To monitor compliance with the resistance training program, participants were instructed to complete paper-based training cards, recording exercise choice, reps, and loads. Research team members monitored the completion of the logs weekly and at each study visit, using email or phone calls to facilitate compliance. Participants were also required to submit a photograph of themselves at the gym, documenting their presence before or after workouts. Compliance was calculated as the percentage of completed workouts.

Adverse event reporting

The occurrence of adverse events was recorded throughout the entire duration of the study using spontaneous reporting by the study participants, interaction of a research team member with a study participant, or through review of a study participant’s research file.
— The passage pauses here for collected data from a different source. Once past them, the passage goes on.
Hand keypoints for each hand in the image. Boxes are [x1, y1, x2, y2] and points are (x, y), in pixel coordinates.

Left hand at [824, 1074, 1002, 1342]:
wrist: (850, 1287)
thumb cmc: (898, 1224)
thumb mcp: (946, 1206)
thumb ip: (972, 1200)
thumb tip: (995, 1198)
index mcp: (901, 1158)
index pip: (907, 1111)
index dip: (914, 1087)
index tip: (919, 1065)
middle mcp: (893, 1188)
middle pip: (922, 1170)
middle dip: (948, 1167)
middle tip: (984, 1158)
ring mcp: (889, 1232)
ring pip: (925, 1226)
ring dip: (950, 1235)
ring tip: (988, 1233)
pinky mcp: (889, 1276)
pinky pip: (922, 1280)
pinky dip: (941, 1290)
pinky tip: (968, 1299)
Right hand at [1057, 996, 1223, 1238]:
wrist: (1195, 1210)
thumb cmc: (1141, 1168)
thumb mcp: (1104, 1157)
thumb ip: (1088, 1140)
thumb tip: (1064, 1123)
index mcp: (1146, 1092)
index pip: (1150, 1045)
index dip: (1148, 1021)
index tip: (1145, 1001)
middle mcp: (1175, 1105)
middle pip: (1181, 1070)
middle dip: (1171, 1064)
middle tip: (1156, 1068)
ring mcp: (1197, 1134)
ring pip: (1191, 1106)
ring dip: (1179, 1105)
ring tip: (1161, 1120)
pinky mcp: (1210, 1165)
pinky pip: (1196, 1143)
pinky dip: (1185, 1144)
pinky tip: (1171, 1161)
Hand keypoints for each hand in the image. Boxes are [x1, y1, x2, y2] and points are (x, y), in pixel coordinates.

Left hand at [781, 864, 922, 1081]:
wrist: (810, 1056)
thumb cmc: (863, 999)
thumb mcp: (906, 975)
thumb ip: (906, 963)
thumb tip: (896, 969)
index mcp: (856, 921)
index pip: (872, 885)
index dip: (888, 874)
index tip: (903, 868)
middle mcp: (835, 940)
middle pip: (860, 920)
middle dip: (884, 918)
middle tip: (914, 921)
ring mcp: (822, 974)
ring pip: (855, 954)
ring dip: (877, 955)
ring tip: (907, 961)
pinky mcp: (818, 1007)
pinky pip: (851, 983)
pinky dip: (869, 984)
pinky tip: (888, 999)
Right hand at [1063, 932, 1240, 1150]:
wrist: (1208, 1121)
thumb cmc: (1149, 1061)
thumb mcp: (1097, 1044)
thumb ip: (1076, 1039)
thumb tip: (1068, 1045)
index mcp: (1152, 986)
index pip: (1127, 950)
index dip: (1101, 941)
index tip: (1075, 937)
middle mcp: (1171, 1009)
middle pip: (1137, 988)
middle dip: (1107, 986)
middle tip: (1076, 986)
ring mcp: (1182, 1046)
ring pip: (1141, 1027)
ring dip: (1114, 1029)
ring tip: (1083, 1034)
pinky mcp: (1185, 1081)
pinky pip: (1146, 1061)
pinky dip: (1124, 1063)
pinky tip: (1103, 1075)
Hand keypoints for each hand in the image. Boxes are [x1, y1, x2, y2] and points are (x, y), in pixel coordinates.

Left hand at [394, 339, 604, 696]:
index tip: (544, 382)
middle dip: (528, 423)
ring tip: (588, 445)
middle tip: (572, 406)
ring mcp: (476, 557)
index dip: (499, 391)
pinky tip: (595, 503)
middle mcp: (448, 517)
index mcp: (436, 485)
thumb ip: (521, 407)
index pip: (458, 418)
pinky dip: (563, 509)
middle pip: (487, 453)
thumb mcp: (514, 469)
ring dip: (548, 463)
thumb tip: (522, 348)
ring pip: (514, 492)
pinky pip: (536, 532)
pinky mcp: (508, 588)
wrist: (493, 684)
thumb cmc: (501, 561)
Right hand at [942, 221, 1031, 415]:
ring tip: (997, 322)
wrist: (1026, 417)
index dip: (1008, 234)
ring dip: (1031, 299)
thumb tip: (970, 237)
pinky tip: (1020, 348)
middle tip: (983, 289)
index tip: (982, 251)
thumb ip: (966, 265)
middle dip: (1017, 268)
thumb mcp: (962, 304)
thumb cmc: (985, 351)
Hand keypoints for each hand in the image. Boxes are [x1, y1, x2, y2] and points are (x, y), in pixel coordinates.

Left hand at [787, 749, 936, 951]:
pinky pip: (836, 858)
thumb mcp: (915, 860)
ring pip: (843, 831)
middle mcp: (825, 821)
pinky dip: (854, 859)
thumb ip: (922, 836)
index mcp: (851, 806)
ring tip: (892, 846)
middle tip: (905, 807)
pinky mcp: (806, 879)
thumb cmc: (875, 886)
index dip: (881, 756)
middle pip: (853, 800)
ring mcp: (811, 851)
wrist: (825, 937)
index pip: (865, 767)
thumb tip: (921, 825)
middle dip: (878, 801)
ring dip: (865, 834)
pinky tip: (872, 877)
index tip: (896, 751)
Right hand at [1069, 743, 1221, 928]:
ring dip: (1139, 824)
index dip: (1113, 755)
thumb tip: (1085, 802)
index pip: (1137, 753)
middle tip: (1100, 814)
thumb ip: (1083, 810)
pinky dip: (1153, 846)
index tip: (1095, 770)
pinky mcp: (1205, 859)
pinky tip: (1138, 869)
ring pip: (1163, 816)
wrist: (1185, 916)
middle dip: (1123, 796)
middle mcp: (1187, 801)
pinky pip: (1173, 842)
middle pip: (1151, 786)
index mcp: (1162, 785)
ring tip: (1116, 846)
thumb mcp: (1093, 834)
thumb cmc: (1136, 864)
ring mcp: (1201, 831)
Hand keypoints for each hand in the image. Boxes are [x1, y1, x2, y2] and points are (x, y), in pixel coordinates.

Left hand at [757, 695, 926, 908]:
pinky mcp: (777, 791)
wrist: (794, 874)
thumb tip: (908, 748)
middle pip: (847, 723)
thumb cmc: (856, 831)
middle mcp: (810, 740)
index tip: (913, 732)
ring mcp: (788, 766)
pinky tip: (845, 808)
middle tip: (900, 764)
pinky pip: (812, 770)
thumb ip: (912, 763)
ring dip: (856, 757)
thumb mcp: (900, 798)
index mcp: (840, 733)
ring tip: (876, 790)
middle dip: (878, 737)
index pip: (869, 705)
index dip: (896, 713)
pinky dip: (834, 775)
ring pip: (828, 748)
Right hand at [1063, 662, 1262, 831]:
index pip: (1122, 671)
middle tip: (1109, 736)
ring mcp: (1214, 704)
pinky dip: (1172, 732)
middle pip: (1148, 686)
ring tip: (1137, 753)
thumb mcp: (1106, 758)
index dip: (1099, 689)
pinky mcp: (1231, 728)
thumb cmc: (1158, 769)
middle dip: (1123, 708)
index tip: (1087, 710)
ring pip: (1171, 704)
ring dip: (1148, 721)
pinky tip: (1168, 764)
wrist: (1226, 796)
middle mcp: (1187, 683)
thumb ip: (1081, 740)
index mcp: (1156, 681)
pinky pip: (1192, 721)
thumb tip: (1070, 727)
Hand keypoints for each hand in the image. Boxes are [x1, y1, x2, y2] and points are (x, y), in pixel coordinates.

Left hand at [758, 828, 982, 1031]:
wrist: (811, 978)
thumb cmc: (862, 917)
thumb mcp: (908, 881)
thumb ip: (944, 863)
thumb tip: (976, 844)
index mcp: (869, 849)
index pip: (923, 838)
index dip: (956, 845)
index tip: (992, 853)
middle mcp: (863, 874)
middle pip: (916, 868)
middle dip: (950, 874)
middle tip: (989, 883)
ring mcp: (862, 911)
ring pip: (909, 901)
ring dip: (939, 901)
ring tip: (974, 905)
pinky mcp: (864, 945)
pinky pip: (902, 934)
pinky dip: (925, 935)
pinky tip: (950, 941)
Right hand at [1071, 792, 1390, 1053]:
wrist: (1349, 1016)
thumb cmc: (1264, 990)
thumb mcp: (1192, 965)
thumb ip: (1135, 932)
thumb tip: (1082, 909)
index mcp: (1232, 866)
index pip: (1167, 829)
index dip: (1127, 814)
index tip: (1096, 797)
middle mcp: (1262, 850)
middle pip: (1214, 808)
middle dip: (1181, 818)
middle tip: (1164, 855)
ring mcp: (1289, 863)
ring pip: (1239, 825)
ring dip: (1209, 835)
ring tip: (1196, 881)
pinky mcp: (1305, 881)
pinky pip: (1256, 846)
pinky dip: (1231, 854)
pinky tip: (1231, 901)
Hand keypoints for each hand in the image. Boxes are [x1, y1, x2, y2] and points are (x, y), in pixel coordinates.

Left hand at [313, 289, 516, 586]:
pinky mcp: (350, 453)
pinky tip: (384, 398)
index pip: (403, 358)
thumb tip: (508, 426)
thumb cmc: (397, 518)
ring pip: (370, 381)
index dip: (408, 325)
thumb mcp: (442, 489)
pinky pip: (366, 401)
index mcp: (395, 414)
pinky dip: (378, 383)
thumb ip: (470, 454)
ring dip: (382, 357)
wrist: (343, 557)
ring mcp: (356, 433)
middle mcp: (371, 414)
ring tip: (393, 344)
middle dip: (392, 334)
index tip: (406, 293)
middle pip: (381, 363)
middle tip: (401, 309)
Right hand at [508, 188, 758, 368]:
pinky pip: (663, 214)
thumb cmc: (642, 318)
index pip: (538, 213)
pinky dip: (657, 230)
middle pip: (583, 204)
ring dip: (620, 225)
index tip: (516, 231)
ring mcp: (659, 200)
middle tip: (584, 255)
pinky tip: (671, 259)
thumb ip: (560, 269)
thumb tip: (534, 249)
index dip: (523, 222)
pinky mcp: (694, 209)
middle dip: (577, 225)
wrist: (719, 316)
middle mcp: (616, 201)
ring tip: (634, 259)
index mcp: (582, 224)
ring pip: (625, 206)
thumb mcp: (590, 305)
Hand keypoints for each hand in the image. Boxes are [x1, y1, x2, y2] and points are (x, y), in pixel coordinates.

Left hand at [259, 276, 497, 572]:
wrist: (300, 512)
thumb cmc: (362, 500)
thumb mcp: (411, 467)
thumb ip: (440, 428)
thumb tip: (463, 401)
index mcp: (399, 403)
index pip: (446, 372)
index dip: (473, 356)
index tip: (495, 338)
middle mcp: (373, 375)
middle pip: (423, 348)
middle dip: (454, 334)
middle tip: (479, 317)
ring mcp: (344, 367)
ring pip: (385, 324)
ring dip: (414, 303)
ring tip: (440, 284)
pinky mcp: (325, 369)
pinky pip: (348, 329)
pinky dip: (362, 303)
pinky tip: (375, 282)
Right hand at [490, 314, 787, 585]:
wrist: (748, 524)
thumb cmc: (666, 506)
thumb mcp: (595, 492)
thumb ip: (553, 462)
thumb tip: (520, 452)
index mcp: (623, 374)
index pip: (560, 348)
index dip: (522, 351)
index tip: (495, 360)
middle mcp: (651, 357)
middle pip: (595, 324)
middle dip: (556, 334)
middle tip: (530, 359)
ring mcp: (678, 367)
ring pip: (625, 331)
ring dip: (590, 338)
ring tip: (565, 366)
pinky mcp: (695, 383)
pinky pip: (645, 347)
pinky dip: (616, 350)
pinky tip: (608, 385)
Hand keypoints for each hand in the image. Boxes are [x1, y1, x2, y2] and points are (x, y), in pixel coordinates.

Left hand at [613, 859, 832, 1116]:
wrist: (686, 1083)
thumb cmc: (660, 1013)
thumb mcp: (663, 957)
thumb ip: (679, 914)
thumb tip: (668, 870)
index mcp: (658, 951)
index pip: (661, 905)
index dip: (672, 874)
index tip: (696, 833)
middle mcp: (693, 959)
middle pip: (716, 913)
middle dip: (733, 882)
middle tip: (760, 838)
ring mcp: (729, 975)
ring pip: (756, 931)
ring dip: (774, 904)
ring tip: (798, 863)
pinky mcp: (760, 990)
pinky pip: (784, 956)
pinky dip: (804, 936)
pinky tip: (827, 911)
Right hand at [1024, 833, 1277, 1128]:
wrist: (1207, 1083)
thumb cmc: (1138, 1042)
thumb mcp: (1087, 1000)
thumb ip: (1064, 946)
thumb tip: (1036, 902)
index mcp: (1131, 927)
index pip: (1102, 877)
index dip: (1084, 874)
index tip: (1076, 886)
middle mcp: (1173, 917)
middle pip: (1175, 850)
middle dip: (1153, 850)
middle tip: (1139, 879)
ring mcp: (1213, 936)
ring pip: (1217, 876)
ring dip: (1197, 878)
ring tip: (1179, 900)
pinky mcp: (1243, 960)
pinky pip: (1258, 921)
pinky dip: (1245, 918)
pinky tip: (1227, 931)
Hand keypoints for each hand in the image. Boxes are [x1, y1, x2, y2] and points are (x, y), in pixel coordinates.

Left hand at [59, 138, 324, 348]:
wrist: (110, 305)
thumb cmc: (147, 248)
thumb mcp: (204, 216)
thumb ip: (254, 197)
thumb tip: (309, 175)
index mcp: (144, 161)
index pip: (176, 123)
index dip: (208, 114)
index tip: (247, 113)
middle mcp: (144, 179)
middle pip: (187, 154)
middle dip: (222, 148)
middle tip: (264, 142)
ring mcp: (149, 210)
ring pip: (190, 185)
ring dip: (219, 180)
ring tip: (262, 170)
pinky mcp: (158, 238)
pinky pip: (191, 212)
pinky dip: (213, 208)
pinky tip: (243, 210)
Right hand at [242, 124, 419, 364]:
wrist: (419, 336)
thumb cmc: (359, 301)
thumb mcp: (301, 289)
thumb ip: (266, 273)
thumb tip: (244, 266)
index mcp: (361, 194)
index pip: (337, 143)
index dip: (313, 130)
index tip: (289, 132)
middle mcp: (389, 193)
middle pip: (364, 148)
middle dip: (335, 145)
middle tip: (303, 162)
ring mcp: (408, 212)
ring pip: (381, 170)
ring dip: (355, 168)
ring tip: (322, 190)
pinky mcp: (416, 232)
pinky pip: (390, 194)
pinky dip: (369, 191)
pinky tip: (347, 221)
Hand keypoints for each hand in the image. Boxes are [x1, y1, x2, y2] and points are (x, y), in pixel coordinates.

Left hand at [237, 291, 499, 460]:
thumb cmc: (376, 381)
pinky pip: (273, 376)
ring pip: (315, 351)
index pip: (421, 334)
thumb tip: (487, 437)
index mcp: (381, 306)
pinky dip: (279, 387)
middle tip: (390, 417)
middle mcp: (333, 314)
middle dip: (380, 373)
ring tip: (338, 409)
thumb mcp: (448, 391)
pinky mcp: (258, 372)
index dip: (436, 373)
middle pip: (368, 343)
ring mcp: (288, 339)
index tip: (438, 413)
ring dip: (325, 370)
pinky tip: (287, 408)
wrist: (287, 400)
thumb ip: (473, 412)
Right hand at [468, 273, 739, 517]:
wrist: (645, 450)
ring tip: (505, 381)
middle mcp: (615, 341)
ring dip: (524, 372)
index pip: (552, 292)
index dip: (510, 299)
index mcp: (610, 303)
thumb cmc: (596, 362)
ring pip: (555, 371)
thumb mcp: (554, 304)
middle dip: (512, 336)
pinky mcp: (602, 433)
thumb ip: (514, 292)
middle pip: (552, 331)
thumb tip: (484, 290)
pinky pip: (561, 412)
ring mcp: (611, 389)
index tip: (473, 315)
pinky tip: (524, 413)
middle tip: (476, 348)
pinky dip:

All recorded events were systematically categorized using MedDRA system organ class and lowest level terms (LLT) before being graded using Common Terminology Criteria for Adverse Events ([CTCAE] Version 5.0, U.S. Department of Health, and Human Services (published: November 27, 2017)).

Statistical analysis

All statistical analysis was completed in a blinded fashion using IBM SPSS 27 (Armonk, NY, USA), with figures generated using GraphPad (La Jolla, CA, USA). Data are presented as means ± standard deviations. For all dependent measures, descriptive statistics (means and standard deviations) were calculated. Data was first analyzed for normality, skewness, and kurtosis. All non-normal data was log-transformed prior to analysis. For all statistical tests, data was considered statistically significant when the probability of type 1 error was 0.095 or less. The primary endpoints of this analysis were considered to be the delta (Week 10 –Week 0) value for DXA fat-free mass and leg press 1RM. Secondary endpoints were the delta (Week 10 –Week 0) values for DXA fat mass, DXA lean mass, and DXA % body fat, along with bench press 1RM, bench press RTF, leg press RTF, total strength, total repetitions, peak force from IMTP, jump height, peak propulsive force, peak anaerobic power, mean anaerobic power, and total work. A 3 × 2 mixed factorial (group × time) ANOVA with repeated measures on time were used to determine any statistically significant differences for time and group main effects and group × time interactions. Further, delta changes were calculated, and between-group differences of these changes were evaluated using one-way ANOVA with Tukey post-hoc tests being applied. Additionally, 95% confidence intervals were constructed on the between-group differences of the observed changes from baseline.

Results

Subject compliance and baseline characteristics

The Consolidated Standards of Reporting Trials (CONSORT) diagram for this study is presented in Fig 1. Briefly, a total of 587 potential participants were recruited for the study. Of these individuals, 141 failed pre-screening, and 113 were consented. Of the 113 participants that provided consent and began the study, 25 declined to participate and 32 did not qualify. Of the 57 that qualified and began the study, 34 successfully completed the intervention (PLA n = 12, LEU n = 11, DILEU n = 11).

[Figure omitted. See PDF.]

There were no baseline differences between supplement groups for select dependent variables related to age, body composition, or strength (see Table 2 for p-values). Overall, supplement and resistance training compliance was 97.6%.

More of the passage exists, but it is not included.